– Уверенный,– говорю.– Хорошего наполнения… Пульс…
Кирилл пялится на меня… и тоже начинает ржать. Басом. Так, что в шкафу начинает звенеть стекло. Полная шиза! Стоят два здоровенных мужика, трезвых причем, и гогочут, как жеребцы!
– Капельницу… – сквозь смех выговаривает Кирилл.– Капельницу поставь…
– На хрена? – тоже сквозь смех бормочу я.– На хрена эта капельница?
Тут Кир обрывает смех и глядит на меня так, что я тут же замолкаю.
– То есть? – тихо говорит он.
– Что это ты? – удивляюсь я.
И с опозданием понимаю, что…
– Спокойно,– говорю.– Все нормально. Девочка в порядке. Больше, чем в порядке.
И начинаю отсоединять всю свою автоматику. Ту, что еще не отсоединилась сама.
– Ты вовремя прибежал,– говорю.– Почувствовал?
– Угу. Все это,– кивок на приборчики,– так орало, что мертвый бы поднялся.
Понятно. Молодцы американцы.
– Значит, все хорошо? – спрашивает.
– Лучше не бывает.
– А почему она так смотрит? И не двигается?
– Если бы я тебе заправил все, что закачал в нее, даже такой слон, как ты, лежал бы пластом и ловил кайф.
Въехал. Но видом изобразил неодобрение.
Пришлось пояснить.
– Ей было больно. Очень больно!
– И ты не мог снять? – спросил с недоверием.
– Такую – нет. Даже иголками. Ты хоть представляешь, что мы сделали, урод толстый?
– Представляю,– ворчит.– Тебе помочь? – и хватается за катетер, который как раз надо оставить.
– Сядь,– говорю.– Не маячь.
Покорно усаживается.
– Сам-то как? – спрашивает.
– Счастлив,– говорю.– Ну-ка, отвернись.
Фыркает, но отворачивается.
Я наклоняюсь, целую теплые шершавые губы.
– Все хорошо,– шепчу.– Все хорошо, любимая.

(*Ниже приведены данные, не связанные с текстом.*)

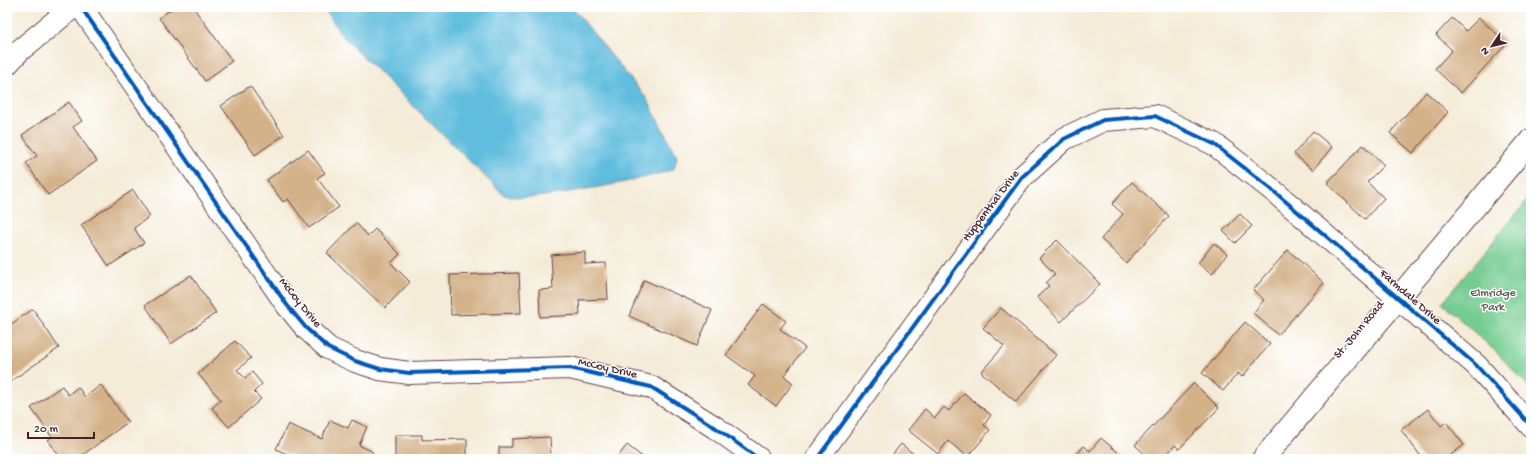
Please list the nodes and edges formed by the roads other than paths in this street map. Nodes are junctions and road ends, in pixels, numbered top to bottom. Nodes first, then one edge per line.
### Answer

Конечно, она меня не слышит.
Господин Шведов изволили сердиться. Господина Шведова не допускали к его жене. Поэтому господин Шведов, в промежутках между телефонными разговорами, не особо выбирая выражения, выражал свой гнев, а Грошний, которого, кстати, тоже не допускали к сестре, с удовольствием подкалывал зятя. По глазам Шведова было видно: он с огромным удовольствием пристрелил бы наглого шурина. А еще в гостиной, поигрывая янтарными четками и улыбаясь добродушно и вкрадчиво, как сытая кошка, расположилась Елена Генриховна Энгельгардт. И как бы гневно ни звучал голос Шведова, бизнесмена и мужа, но глаза Шведова-мужика то и дело скашивались на обтянутые колготками бедра.
– Дима,– лениво проговорила Лена,– прекращай скоморошествовать. Утомляешь.
Тут в очередной раз запиликал телефон.
– Я! – рявкнул Шведов в трубу.– Мать вашу! Я сказал! Так делай, бля! Делай! Что не хочет? Уволен! Не ты, мать твою! Пушкин! Другого найдешь, чтоб подписывал, а не муму пялил! Всё. Я сказал – всё!!!